Overdue Updates for 2019

So it’s been awhile since I’ve posted any updates, and that’s partly because I’ve been busy/lazy, but also because MY WEBSITE GOT HACKED! It was a very frustrating experience. Since I’m cheap and I like DIY projects, I decided to try an manually clean up the code. Most of a wordpress site is written in PHP, which I actually learned a bit about in college but I don’t remember much of it. It was a good learning experience and I’d encourage anyone in a similar situation to try it out before paying a big company to come in and fix it for you.

Manually cleaning out the hacked files turned out to be pretty simple, but tedious because there were lots of them. My site host (Bluehost) would scan the files and put a list of hacked files in a text file that I could access. Then I would go through each of these and simply look for code that didn’t appear to be written by a human. I did some research on the type of hack that helped too, but I don’t really understand what the hacked code was doing.

moving on…

For actual climate science update, my work on the super-parameterized E3SM (SP-E3SM) is going pretty well. You may not have heard about SP-E3SM since it’s not released like the normal model is, but someday it might be ready for prime time. I was hoping that I would have published some results from SP-E3SM by now, but there have been a couple big problems that have held us back.

The first issue has to do with the main goal of the project, which is to make the model run faster by using GPU architecture. GPUs are like a big collection of little CPUs, so if you have a lot of calculations that you need to do over and over they can do it really, really fast. But if you need to periodically stop and check things or ask for new information, this can cause a massive slow down that can potentially make GPUs slower than CPUS.

The second major issue with SP-E3SM has to do with something we call “grid imprinting”. The figure below shows an extreme example using precipitation output averaged over a few months.

SP-E3SM grid imprinting

You probably notice a very un-physical looking “speckled” pattern in the precipitation field. Most of the time this pattern is somewhat hidden, so we didn’t notice it for a very long time. And then even after we started noticing it, we thought it was just a bug in the code or a problem with how we were plotting the data. Now we know that it is indeed a systematic bias that emerges from using the spectral element grid with Gauss-Lobatto-Legendre nodes. A cartoon of the grid is shown below.

GLL grid

The blue lines of the grid represent the edges of the “elements”. The elements are square because the global grid is derived from a cube projected onto the sphere, otherwise known as the “cubed-sphere” grid.

In my cartoon the different colors of the dots, or “nodes”, represent the fact that they are treated somewhat differently in terms of how derivatives are represented.
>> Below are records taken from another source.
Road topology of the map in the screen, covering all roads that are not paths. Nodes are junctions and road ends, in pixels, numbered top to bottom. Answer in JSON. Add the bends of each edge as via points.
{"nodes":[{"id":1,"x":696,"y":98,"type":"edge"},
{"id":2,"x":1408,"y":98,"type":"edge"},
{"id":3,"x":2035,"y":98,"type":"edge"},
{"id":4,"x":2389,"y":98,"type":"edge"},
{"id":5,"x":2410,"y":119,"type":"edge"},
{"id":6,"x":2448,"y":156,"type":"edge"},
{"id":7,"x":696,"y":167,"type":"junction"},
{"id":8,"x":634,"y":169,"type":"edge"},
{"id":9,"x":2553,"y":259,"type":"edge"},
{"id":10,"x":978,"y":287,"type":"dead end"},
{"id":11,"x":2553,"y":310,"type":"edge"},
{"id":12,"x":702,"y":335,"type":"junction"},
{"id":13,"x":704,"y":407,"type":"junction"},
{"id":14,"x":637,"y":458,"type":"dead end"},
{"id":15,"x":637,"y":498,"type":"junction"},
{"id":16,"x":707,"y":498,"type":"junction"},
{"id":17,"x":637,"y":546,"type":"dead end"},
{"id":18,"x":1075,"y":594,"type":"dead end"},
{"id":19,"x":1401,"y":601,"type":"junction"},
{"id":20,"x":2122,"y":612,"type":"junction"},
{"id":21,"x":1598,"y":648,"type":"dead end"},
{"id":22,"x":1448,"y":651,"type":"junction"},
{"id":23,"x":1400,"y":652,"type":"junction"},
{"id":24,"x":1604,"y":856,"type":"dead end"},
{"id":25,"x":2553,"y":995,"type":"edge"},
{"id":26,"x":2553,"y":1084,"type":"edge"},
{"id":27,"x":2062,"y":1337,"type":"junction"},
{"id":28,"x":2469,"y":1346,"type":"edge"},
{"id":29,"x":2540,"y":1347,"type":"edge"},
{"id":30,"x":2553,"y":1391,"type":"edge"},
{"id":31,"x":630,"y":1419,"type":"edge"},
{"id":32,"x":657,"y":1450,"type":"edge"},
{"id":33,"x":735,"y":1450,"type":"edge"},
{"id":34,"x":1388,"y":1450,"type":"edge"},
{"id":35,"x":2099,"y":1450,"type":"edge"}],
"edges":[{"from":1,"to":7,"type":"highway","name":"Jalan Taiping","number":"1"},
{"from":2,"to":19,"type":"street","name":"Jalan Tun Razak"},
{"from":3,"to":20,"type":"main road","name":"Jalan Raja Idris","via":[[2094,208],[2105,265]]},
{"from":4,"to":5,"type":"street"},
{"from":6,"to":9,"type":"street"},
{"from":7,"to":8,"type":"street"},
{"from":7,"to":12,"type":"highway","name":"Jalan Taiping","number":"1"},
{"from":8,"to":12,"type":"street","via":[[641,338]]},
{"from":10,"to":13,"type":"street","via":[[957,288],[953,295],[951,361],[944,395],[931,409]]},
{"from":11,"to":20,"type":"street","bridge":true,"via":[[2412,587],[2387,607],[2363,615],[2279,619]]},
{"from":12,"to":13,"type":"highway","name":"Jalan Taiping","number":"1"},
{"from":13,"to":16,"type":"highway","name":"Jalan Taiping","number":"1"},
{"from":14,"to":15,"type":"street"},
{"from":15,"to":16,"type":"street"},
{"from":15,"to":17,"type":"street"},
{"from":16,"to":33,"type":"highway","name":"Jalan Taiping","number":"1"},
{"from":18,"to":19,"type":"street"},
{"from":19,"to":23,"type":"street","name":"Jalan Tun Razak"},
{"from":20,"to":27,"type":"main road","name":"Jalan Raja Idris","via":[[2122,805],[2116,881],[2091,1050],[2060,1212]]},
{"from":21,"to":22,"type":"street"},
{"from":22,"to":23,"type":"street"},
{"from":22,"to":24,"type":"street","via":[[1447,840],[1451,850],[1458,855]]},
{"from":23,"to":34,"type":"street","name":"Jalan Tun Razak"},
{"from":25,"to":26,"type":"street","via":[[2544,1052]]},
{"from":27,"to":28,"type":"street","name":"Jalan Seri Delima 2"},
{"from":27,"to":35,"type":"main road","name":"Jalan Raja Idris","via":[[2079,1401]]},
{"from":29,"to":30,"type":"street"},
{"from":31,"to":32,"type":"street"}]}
A recent paper by Herrington et al. (2019) discusses how this can lead to “cusps” forming at the edges of the element.

These cusps are not that serious of a problem with the normal E3SM model, but for reasons that we are still exploring they cause HUGE grid imprinting when super-parameterization is used!

All the gory details are going to be laid out in an upcoming paper, so stay tuned!

In other news, we had a baby! Her name is Mavis and she was born in October. As you can tell from the picture below, she would absolutely crush a “cutest baby” contest, so it’s good that those competitions don’t exist. The only thing I’ll say about my experience being a parent is that most of the cliches you hear are true.

Mavis Lucille Hannah

4 thoughts on “Overdue Updates for 2019

  1. Brian Mapes

    Congrats man!
    DIY hacking cleanup sounds worse than diaper changing, as do the SE gorey details… good luck with that! I have wondered if GCM precip zonal stripes almost look grid locked somehow… naww, surely not… but parallelization is a black box to me.

    Reply
  2. Layman Dave

    Congrats on 2019’s bounty, your baby, and over coming the challenges due to the hack.
    I hope the progress on the GCM updates and integration with GPUs is making headway.

    Perhaps an opening to a 2020 blog post can relate to the recent publication by Columbia University study in Nature Climate Change by Polvani et al, Substantial twentieth-century Arctic warming caused by ozone-depleting substances, https://www.nature.com/articles/s41558-019-0677-4

    I recently had reason to read the long discussion from back in 2016 with Dr. Peter L Ward, after searching for intelligent discussion regarding UV and its impacts following the release of the paper cited above.

    Do you have any comments on the paper?
    Does it change or modify your views as expressed in that 2016 discussion on your blog?

    Reply
    1. Walter Post author

      Dave, I just skimmed the paper, but this definitely doesn’t change my understanding. The paper does not deny the role of CO2, and they even found that the extra arctic warming from ODS occurs by the same mechanism as CO2. Here’s a couple notable quotes from the abstract:

      “While the dominant role of carbon dioxide is undisputed, another important set of anthropogenic GHGs was also being emitted…”

      “We also demonstrate that the large impact of ODS on the Arctic occurs primarily via direct radiative warming, not via ozone depletion.”

      So this paper does not provide any support of Dr. Ward’s claims about a dominant role of UV driven by ozone concentrations.